Corresponding values of primes q are in A055813.
Prime terms are in A272061.
The first 5 known Fermat primes from A019434 are in this sequence.
LINKS
FORMULA
a(n) = 2*A064205(n) + 1.
EXAMPLE
sigma((17-1)/2) + tau((17-1)/2) = sigma(8) + tau(8) = 15 + 4 = 19; 19 is prime, so 17 is in the sequence.
MATHEMATICA
Select[Range[3, 10^7, 2], PrimeQ[DivisorSigma[1, #] + DivisorSigma[0, #]] &[(# - 1)/2] &] (* Michael De Vlieger, Apr 20 2016 *)
PROG
(Magma) [n: n in [3..1000000] | IsPrime(NumberOfDivisors((n-1) div 2) + SumOfDivisors((n-1) div 2)) and (n-1) mod 2 eq 0]

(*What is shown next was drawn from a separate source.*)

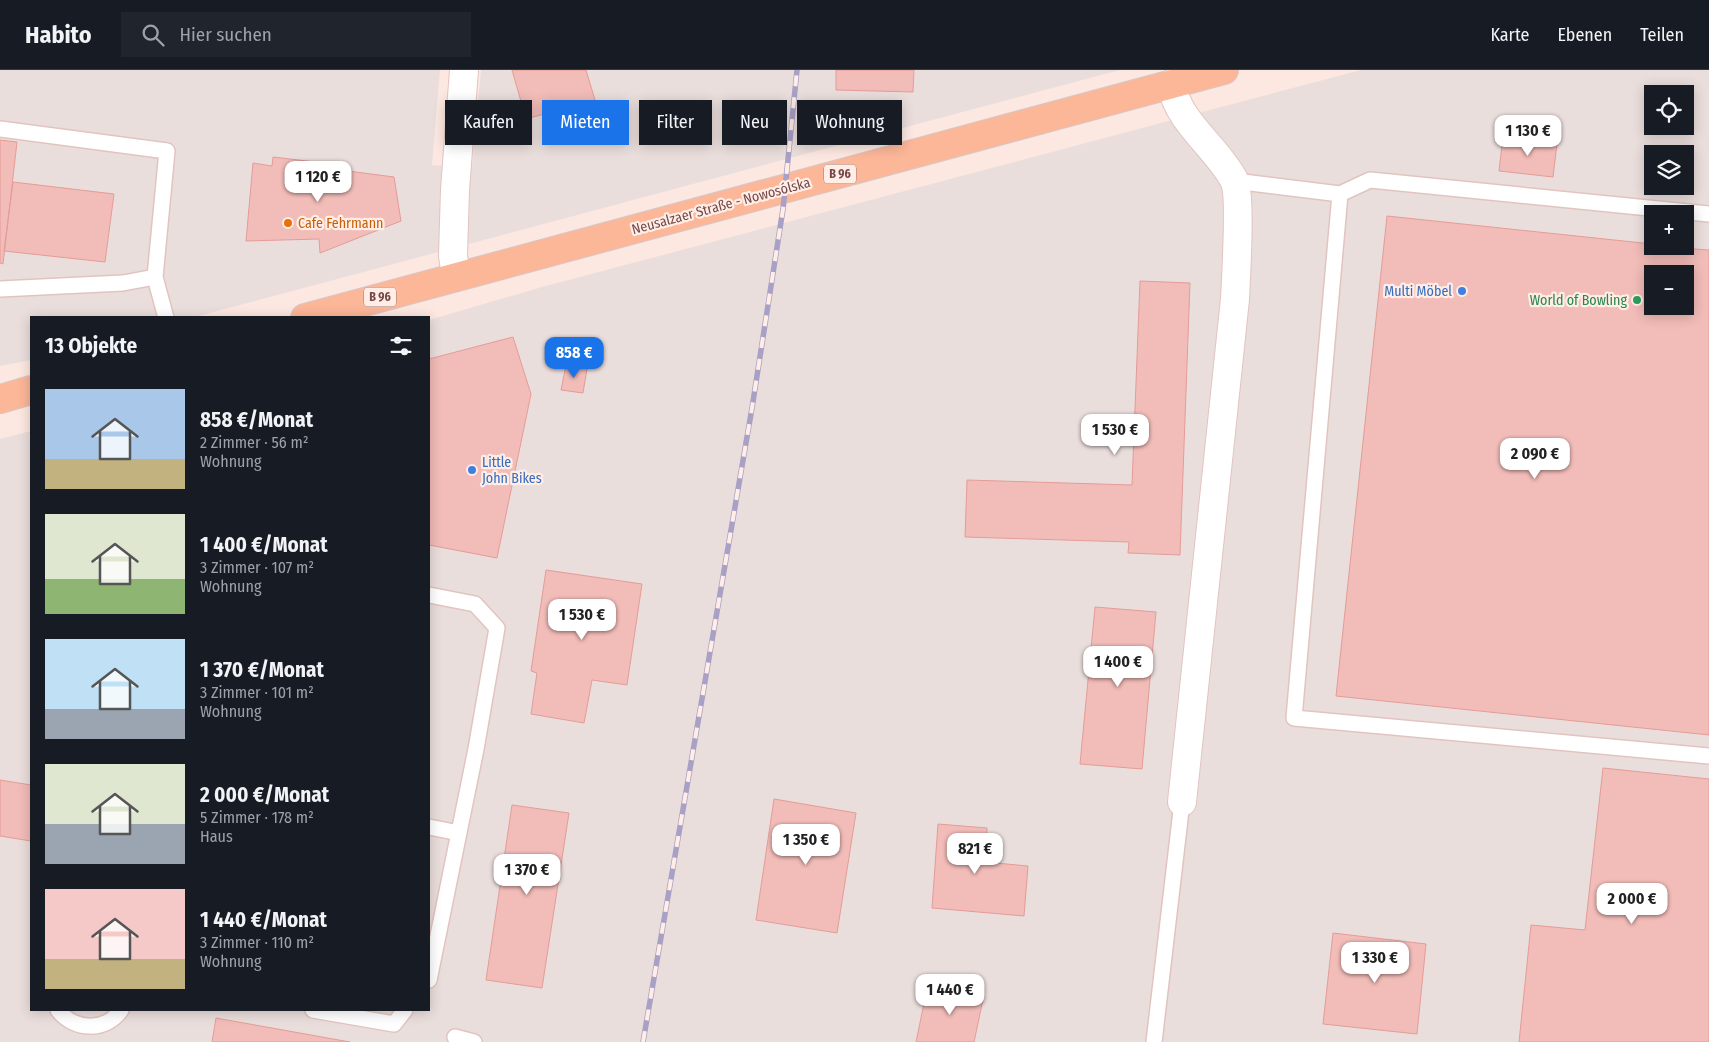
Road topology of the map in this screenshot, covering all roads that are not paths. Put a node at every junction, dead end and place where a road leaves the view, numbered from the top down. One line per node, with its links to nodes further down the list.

(PARI) isok(n) = isprime(sigma((n-1)/2) + numdiv((n-1)/2));
lista(nn) = forstep (n=3, nn, 2, if (isok(n), print1(n, ", "))); \\ Michel Marcus, Apr 19 2016
(PARI) is(n)=my(f=factor(n\2)); n>2 && isprime(sigma(f)+numdiv(f)) && isprime(n) \\ Charles R Greathouse IV, Apr 29 2016
KEYWORD
nonn
AUTHOR
Jaroslav Krizek, Apr 19 2016
STATUS
approved